Saved entries
════════════════

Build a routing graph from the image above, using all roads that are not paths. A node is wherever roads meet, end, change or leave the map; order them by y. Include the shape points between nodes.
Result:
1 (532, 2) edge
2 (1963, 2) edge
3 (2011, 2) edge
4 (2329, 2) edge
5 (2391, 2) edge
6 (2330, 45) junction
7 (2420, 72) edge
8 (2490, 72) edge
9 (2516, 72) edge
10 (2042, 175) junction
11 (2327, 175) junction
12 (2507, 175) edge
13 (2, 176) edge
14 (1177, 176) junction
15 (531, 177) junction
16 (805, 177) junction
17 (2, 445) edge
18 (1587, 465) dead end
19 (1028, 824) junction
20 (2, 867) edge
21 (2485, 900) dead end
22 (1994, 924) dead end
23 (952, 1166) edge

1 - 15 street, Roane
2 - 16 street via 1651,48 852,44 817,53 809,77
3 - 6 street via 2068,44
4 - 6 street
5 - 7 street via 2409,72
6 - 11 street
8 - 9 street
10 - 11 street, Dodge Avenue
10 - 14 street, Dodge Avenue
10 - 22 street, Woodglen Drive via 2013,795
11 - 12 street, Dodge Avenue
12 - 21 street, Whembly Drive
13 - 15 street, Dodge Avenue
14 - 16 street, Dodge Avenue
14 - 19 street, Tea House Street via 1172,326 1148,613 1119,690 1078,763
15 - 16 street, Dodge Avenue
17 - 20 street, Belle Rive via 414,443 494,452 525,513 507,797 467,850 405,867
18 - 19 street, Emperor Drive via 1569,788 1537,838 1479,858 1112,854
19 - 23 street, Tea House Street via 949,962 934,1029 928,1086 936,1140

════════════════

• [PROBLEM TO WORK ON]: Restate the data word for word, leaving nothing out.

• [REPLY]:
Build a routing graph from the image above, using all roads that are not paths. A node is wherever roads meet, end, change or leave the map; order them by y. Include the shape points between nodes.
Result:
1 (532, 2) edge
2 (1963, 2) edge
3 (2011, 2) edge
4 (2329, 2) edge
5 (2391, 2) edge
6 (2330, 45) junction
7 (2420, 72) edge
8 (2490, 72) edge
9 (2516, 72) edge
10 (2042, 175) junction
11 (2327, 175) junction
12 (2507, 175) edge
13 (2, 176) edge
14 (1177, 176) junction
15 (531, 177) junction
16 (805, 177) junction
17 (2, 445) edge
18 (1587, 465) dead end
19 (1028, 824) junction
20 (2, 867) edge
21 (2485, 900) dead end
22 (1994, 924) dead end
23 (952, 1166) edge

1 - 15 street, Roane
2 - 16 street via 1651,48 852,44 817,53 809,77
3 - 6 street via 2068,44
4 - 6 street
5 - 7 street via 2409,72
6 - 11 street
8 - 9 street
10 - 11 street, Dodge Avenue
10 - 14 street, Dodge Avenue
10 - 22 street, Woodglen Drive via 2013,795
11 - 12 street, Dodge Avenue
12 - 21 street, Whembly Drive
13 - 15 street, Dodge Avenue
14 - 16 street, Dodge Avenue
14 - 19 street, Tea House Street via 1172,326 1148,613 1119,690 1078,763
15 - 16 street, Dodge Avenue
17 - 20 street, Belle Rive via 414,443 494,452 525,513 507,797 467,850 405,867
18 - 19 street, Emperor Drive via 1569,788 1537,838 1479,858 1112,854
19 - 23 street, Tea House Street via 949,962 934,1029 928,1086 936,1140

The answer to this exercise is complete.